Tomorrow I am going to grab my pad and pencils and brave the word of art. I am going to create, if good bad or absolutely ugly is yet to be seen. But I am still excited, an art-icipation flowing through my veins, hopefully getting those proverbial creative juices flowing.
So as I sharpen my pencils and dust off my sketch-book, I can’t help but wonder about what role art plays in our lives, not just for those who make, but for those who take as well.
Art seems to be what is left, when all else is gone, and it doesn’t matter if it’s words, images, sounds, crafts or architecture. The Colosseum in Rome or the Pyramids in Cairo, the pots left over from Pompeii or Faberge’s golden eggs, melodies composed by Beethoven and Tchaikovsky, Brahms and Bach, sonnets and stories written by Shakespeare, Wilde and Austen, are all mementos from the past, yet they still find a home in our world of today.
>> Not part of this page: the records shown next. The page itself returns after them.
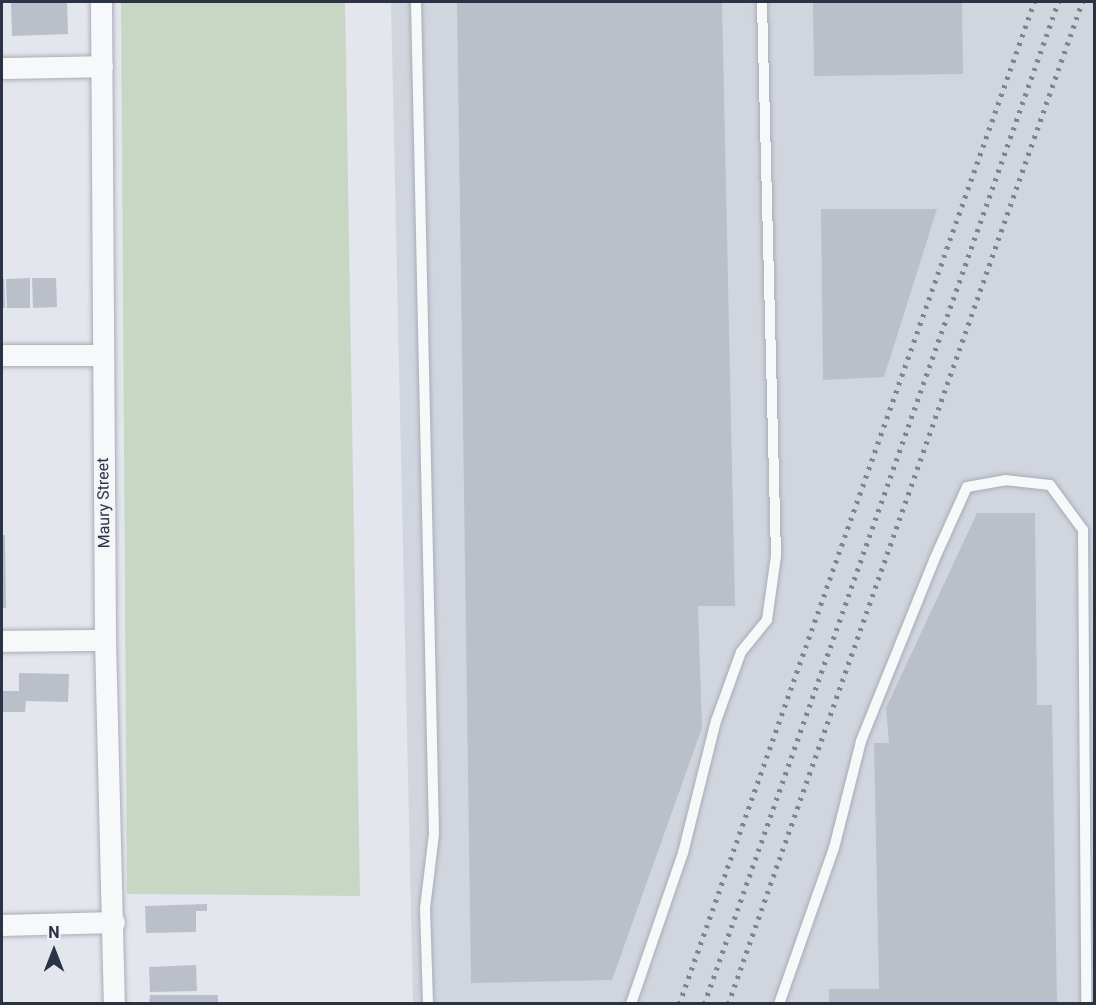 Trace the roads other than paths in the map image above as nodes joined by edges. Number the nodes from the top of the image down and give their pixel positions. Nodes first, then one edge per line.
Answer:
1 (101, 2) edge
2 (416, 2) edge
3 (762, 2) edge
4 (102, 66) junction
5 (2, 68) edge
6 (102, 355) junction
7 (2, 356) edge
8 (105, 640) junction
9 (2, 641) edge
10 (114, 922) junction
11 (2, 925) edge
12 (114, 1004) edge
13 (428, 1004) edge
14 (631, 1004) edge
15 (779, 1004) edge
16 (1086, 1004) edge

1 - 4 street, Maury Street
2 - 13 lane
3 - 14 lane
4 - 5 street
4 - 6 street, Maury Street
6 - 7 street
6 - 8 street, Maury Street
8 - 9 street
8 - 10 street, Maury Street
10 - 11 street
10 - 12 street, Maury Street
15 - 16 lane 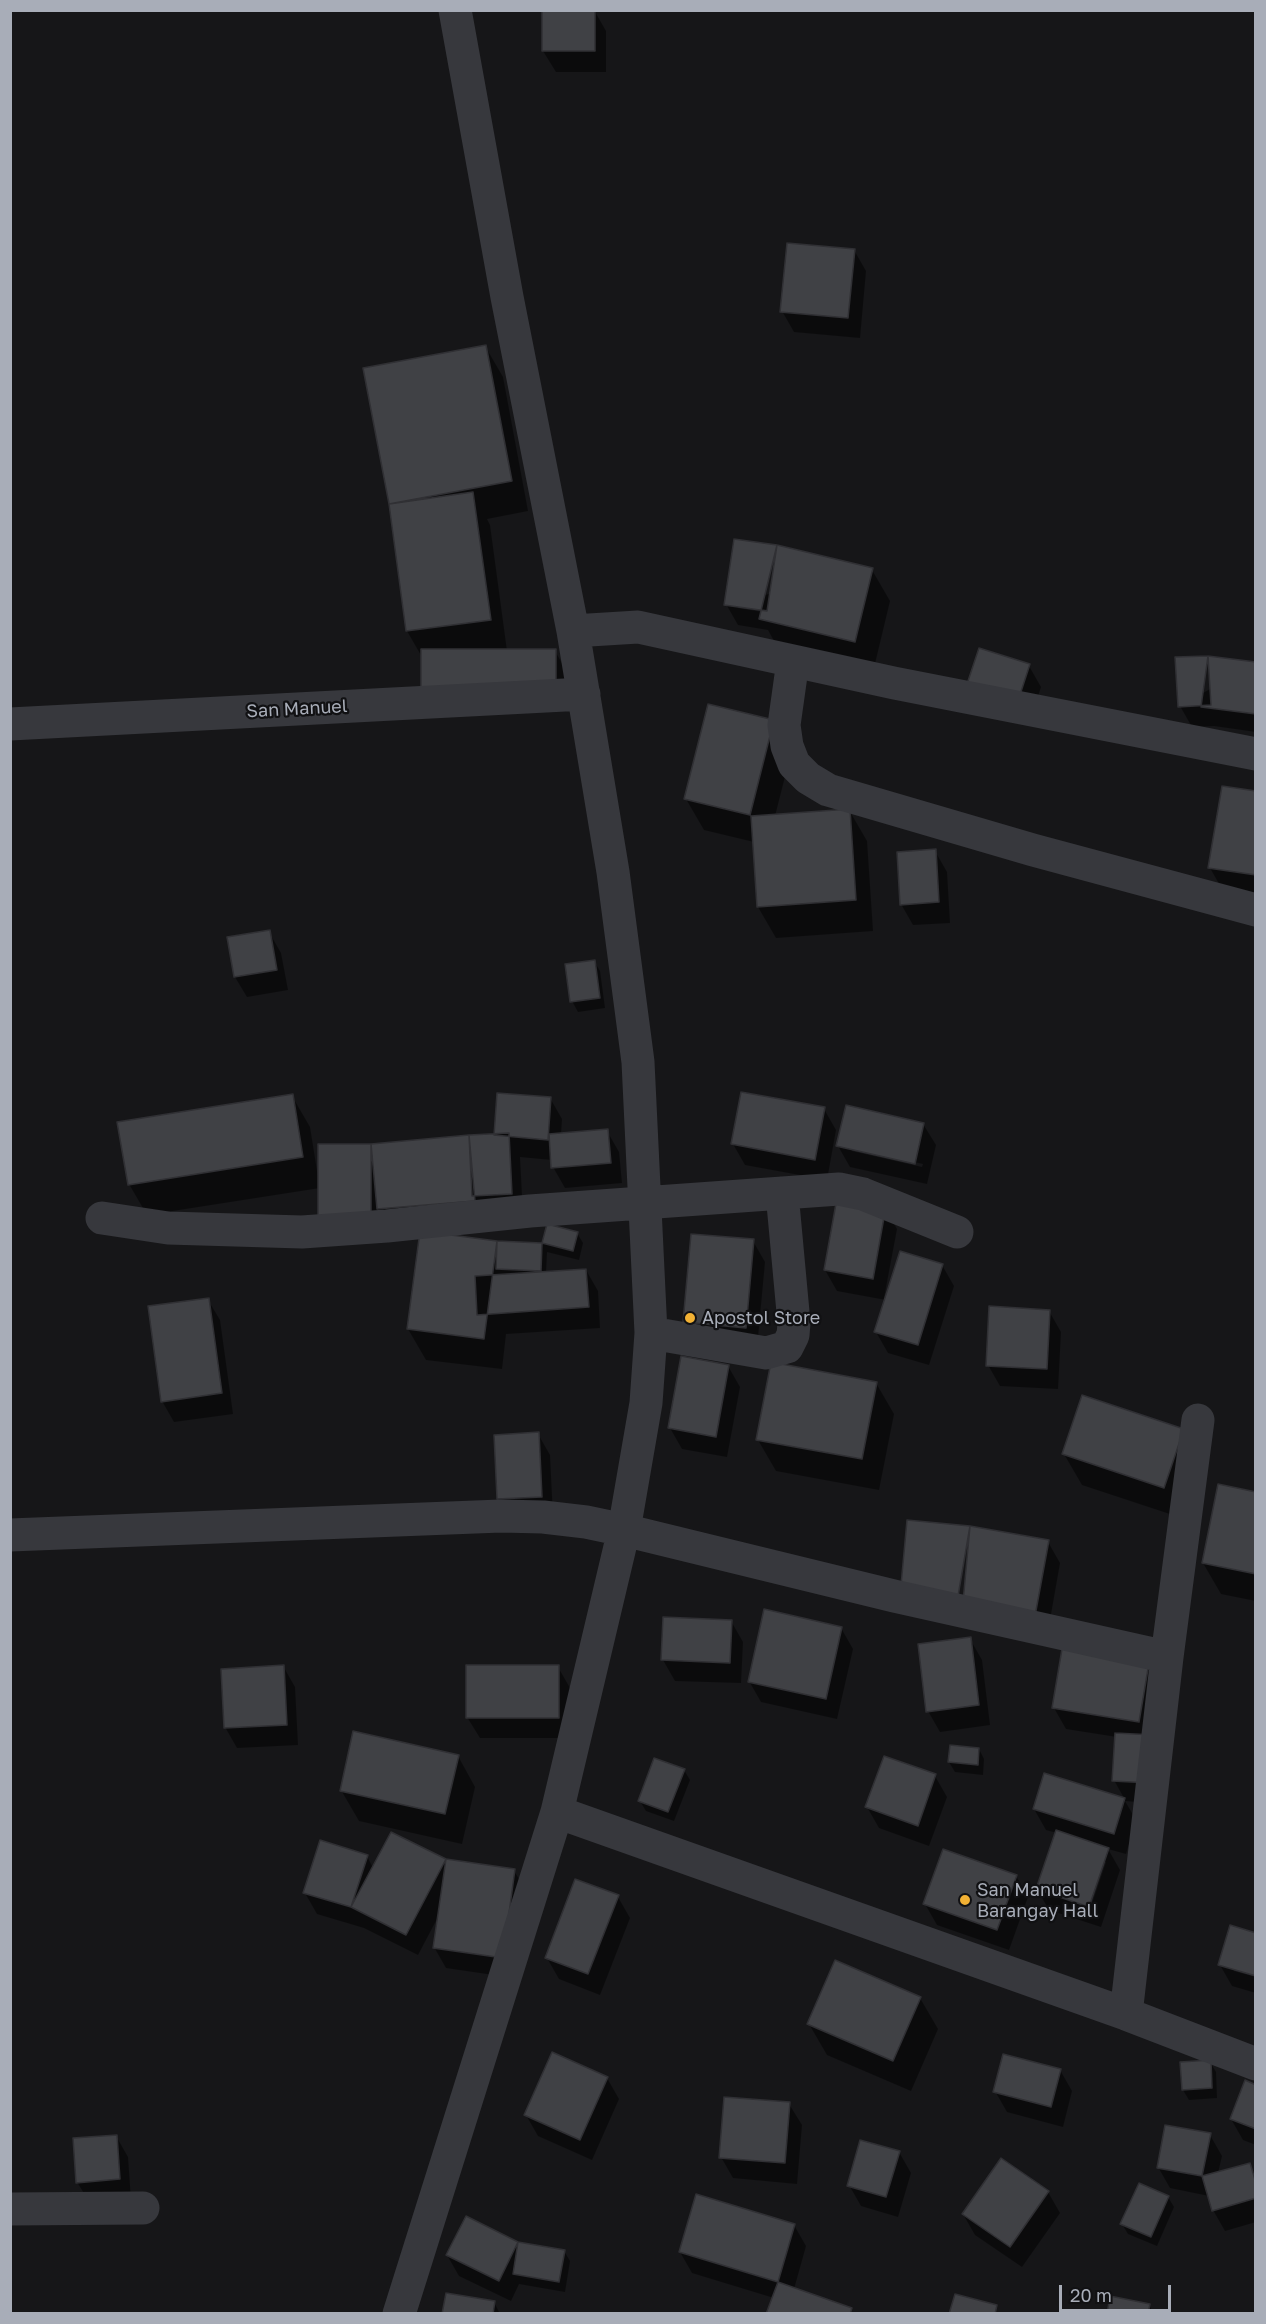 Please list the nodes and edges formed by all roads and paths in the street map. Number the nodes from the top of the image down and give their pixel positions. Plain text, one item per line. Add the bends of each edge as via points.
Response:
1 (454, 10) edge
2 (573, 631) junction
3 (793, 661) junction
4 (584, 694) junction
5 (10, 724) edge
6 (1256, 754) edge
7 (1256, 910) edge
8 (782, 1193) junction
9 (646, 1204) junction
10 (102, 1218) dead end
11 (957, 1233) dead end
12 (651, 1333) junction
13 (1198, 1420) dead end
14 (624, 1530) junction
15 (10, 1535) edge
16 (1167, 1657) junction
17 (557, 1812) junction
18 (1126, 2014) junction
19 (1256, 2064) edge
20 (143, 2208) dead end
21 (10, 2209) edge
22 (399, 2313) edge

1 - 2 street
2 - 3 street via 638,627
2 - 4 street
3 - 6 street
3 - 7 street via 784,725 787,746 794,764 828,790
4 - 5 street, San Manuel
4 - 9 street via 629,982
8 - 9 street
8 - 11 street via 838,1189 863,1194
8 - 12 street via 794,1323 787,1347 766,1353
9 - 10 street via 302,1233 168,1227
9 - 12 street
12 - 14 street via 646,1403
13 - 16 street
14 - 15 street via 543,1516 501,1516
14 - 16 street
14 - 17 street
16 - 18 street
17 - 18 street
17 - 22 street
18 - 19 street
20 - 21 street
I read somewhere that many see creativity as the source of meaning in our lives. This doesn’t mean that if you are not creative you have no meaning, but when we create, we experience a surge of energy, a sense of purpose, fulfillment and contentment when we achieve what we set out to do. And it doesn’t seem to matter whether it’s crafting with the family, knitting a sock or painting a masterpiece.
Art is what separates us from monkeys, the way we use language to tell a tale, how we combine colour and fabrics, how we decorate our homes, own things we love but have no purpose other than just being beautiful. We value the result of an individuals creativity, a four-year-olds painting holding pride of place on the fridge, a crooked vase holding a bouquet of flowers reminding of a ten-year-olds attempt at pottery, photographs decorating our homes taken for their beauty or the memories they hold, music a constant friend (or foe) to our ears, films and plays while away our hours, gallerys, museums, monuments are places we visit, talk about and remember.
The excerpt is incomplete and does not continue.